Onload is accelerated network middleware. It is an implementation of TCP and UDP over IP which is dynamically linked into the address space of user-mode applications, and granted direct (but safe) access to the network-adapter hardware. The result is that data can be transmitted to and received from the network directly by the application, without involvement of the operating system. This technique is known as 'kernel bypass'.

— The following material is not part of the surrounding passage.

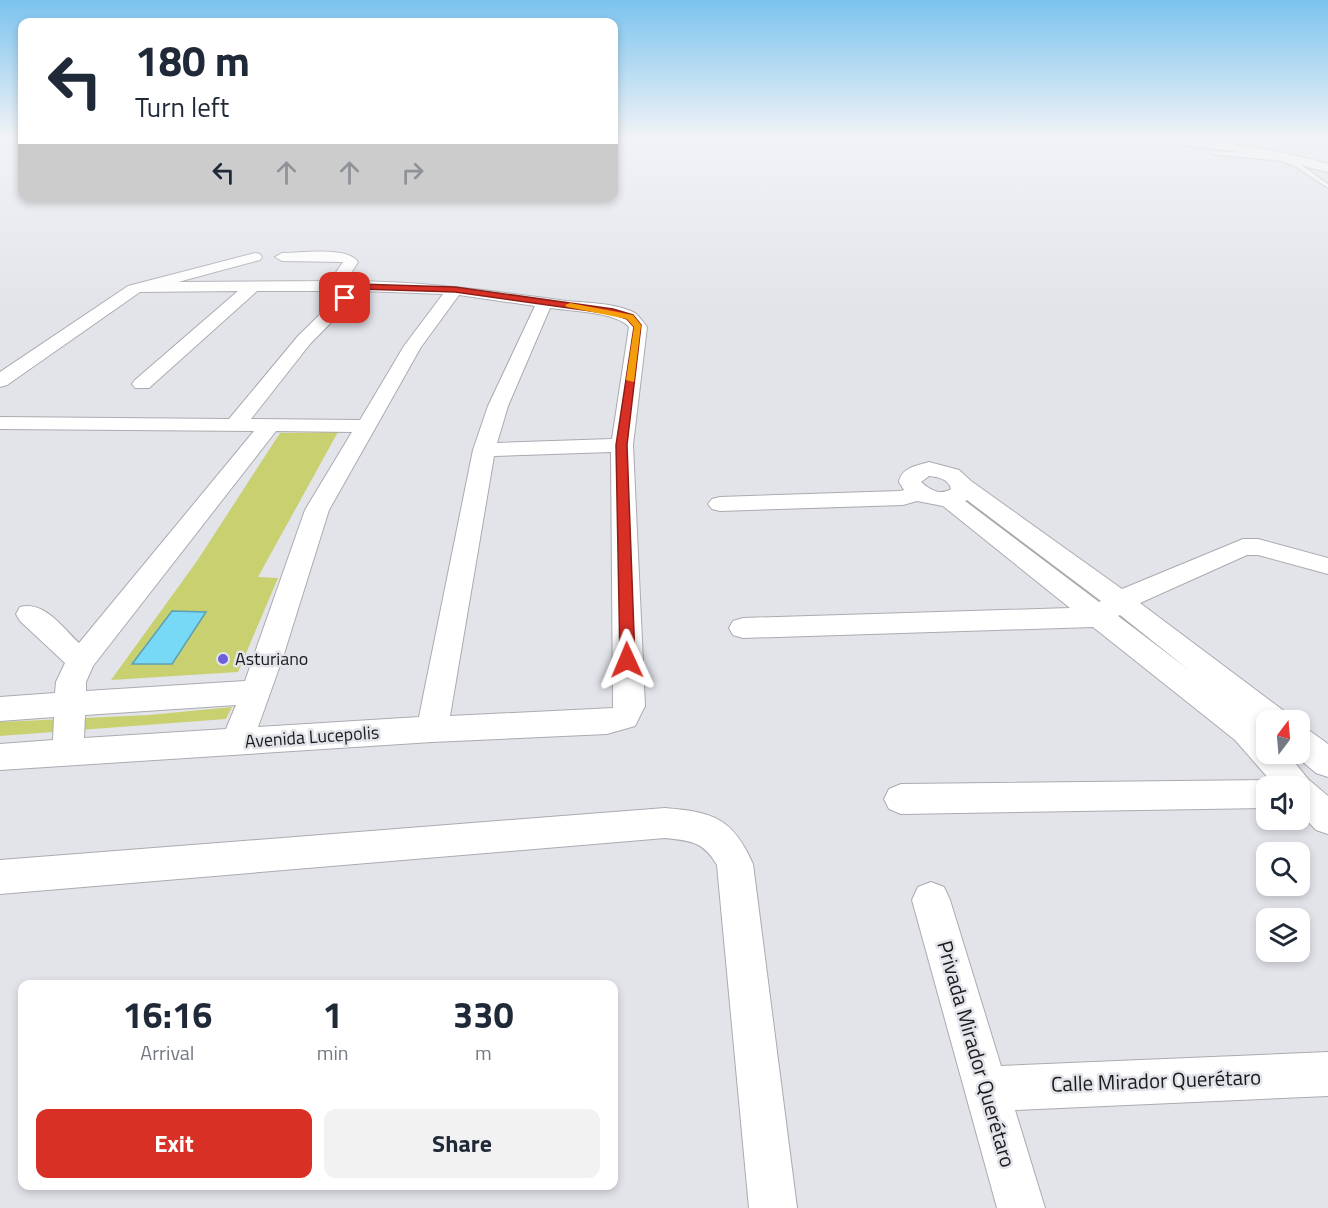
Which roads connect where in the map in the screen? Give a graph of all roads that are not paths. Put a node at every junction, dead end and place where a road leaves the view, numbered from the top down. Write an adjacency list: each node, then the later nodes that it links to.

Kernel bypass avoids disruptive events such as system calls, context switches and interrupts and so increases the efficiency with which a processor can execute application code. This also directly reduces the host processing overhead, typically by a factor of two, leaving more CPU time available for application processing. This effect is most pronounced for applications which are network intensive, such as:
- Market-data and trading applications
- Computational fluid dynamics (CFD)
- HPC (High Performance Computing)
- HPMPI (High Performance Message Passing Interface), Onload is compatible with MPICH1 and 2, HPMPI, OpenMPI and SCALI
- Other physical models which are moderately parallelizable
- High-bandwidth video-streaming
- Web-caching, Load-balancing and Memcached applications
- Content Delivery Networks (CDN) and HTTP servers
- Other system hot-spots such as distributed lock managers or forced serialization points
The Onload library dynamically links with the application at runtime using the standard BSD sockets API, meaning that no modifications are required to the application being accelerated. Onload is the first and only product to offer full kernel bypass for POSIX socket-based applications over TCP/IP and UDP/IP protocols.